It was as far as he got. Barney, a growl in his throat, was on top of the man. Luckner’s chair with him in it went over with a crash and Barney was on top of him still, in insane fury, choking him. Luckner rolled, choking, breaking the grip, and then found himself being battered by vicious blows to his head and face. He shoved with all his strength, trying to hold the infuriated smaller man away with his greater reach, but Barney would not be denied, breaking through, his fists sledgehammers that battered Luckner unmercifully. The larger man finally scrambled loose and came to his feet only to be tackled fiercely about the knees and brought down. Once more he managed to get to his feet to face Barney and find that the punishing blows could not be avoided. Luckner tried a Japanese grip but Barney avoided it almost contemptuously. Luckner tried to protect himself from the constant barrage of blows and found himself on the floor. He sat up and wiped a hand across his face, staring in angry shock to see the blood that covered it. Barney picked up a chair, raising it on high, determined to bash the brains out of the liar who had had the nerve to impugn the good name of his beloved Fay, but the chair was suddenly seized by someone behind him, and others swarmed in to hold him, pulling him away.
“Barney, for God’s sake!” It was the bartender who had put down the whiskey bottle hurriedly and had grabbed the chair. “You’ll kill the man!”
“Damn right I’ll kill the bastard! Let me go!”
“Barney, cool down! He didn’t pull a knife on you or anything! He ain’t worth hanging for!”

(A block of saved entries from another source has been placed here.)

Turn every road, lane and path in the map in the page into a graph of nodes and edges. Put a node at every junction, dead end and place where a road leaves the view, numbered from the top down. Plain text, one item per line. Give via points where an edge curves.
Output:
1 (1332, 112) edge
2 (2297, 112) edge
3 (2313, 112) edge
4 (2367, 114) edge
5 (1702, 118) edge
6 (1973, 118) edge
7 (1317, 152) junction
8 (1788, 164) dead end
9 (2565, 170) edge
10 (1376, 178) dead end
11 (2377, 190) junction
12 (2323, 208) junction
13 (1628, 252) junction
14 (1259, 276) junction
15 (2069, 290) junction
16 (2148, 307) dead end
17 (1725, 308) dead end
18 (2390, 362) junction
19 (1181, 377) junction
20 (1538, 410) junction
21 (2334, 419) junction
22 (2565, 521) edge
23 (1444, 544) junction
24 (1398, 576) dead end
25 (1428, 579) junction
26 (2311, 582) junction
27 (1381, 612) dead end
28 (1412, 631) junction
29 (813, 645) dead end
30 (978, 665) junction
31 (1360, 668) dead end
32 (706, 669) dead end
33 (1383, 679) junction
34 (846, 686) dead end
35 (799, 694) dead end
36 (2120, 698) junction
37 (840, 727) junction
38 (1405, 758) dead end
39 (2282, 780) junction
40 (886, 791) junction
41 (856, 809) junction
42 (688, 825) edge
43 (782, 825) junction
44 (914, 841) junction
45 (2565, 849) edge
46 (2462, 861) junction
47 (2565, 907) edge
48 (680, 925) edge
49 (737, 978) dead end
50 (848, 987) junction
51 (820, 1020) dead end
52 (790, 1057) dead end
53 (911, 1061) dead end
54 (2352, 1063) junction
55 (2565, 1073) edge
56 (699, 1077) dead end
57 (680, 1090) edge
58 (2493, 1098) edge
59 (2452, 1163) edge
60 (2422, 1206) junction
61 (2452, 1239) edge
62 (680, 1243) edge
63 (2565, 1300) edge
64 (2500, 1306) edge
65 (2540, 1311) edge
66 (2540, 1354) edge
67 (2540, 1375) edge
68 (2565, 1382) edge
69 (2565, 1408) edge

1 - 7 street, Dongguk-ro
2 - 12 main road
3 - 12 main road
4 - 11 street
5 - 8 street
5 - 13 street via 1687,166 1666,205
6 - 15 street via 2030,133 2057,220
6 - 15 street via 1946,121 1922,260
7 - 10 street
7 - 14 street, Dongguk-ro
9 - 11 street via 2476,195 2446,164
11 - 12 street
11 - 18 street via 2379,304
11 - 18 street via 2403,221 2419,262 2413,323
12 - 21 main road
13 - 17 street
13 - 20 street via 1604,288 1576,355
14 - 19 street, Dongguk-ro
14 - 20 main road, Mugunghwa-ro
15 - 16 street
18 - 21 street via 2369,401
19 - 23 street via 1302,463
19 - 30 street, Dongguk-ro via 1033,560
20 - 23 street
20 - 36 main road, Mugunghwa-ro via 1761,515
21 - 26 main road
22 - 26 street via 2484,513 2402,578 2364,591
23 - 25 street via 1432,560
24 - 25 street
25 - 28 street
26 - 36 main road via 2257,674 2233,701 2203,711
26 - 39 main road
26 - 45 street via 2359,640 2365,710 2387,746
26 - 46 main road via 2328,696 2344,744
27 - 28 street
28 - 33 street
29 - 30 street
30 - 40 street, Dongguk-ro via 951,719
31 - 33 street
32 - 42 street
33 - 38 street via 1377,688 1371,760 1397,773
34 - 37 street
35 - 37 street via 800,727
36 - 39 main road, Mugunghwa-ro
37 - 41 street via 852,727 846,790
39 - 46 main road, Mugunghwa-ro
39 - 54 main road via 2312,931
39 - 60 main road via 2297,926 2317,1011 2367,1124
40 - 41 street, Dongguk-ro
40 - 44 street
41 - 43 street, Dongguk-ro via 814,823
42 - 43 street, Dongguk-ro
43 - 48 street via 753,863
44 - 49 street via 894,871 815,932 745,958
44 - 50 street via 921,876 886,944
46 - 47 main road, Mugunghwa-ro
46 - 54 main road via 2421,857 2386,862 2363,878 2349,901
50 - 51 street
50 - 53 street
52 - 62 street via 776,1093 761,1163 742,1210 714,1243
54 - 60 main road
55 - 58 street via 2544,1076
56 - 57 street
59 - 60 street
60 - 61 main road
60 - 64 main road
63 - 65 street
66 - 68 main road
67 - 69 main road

Barney slowly came to his senses. He allowed the chair to be taken from him while he stood trembling from the force of his fury. Luckner was staring up at him with a look of pure hatred on his face, wondering how this little man whom he could break in two had managed to not only beat him but make him look a fool. It was something Luckner knew he would never forget and never forgive. Barney tugged himself loose of the hands that had been restraining him. “I’m all right. Let go.” He took a deep breath, trying to control his trembling, and looked down at Luckner with no expression at all on his face. “Get out.” It seemed to him he was standing there talking, listening to his own voice as from a stranger somewhere off to one side. “If I ever see you again, I’ll kill you.”
He watched Luckner come to his feet and stagger from the bar into the street. He turned to the bartender, who was watching him anxiously.
“I’m all right. Get the old man down to the undertaker, tell him I’ll be down later to talk to him. Clean up the hallway. See the place is straightened up.”
“Right, Barney.”
He slowly climbed the stairs, skirted the dead body in the hall, and walked into their room. He closed the door behind him and walked to the bed, slowly feeling the trembling in his hands and arms subside. He sat on the edge of the bed. Fay had stopped crying and was staring at the ceiling almost sightlessly. She turned and looked at him inquiringly. Barney leaned over and kissed her cheek; she put her arms around him, holding him tightly, the tears beginning to come again.
“Oh, Barney—”
“It’s all right, darling,” he said softly. “It’s all over. Luckner’s gone and he won’t be back. Your pa will be well taken care of. We’ll give him a good funeral.”
“… the poor man…”
“He wasn’t a happy man since your ma died, honey. After the funeral I’ll go down to the tent and see that everything’s taken care of.”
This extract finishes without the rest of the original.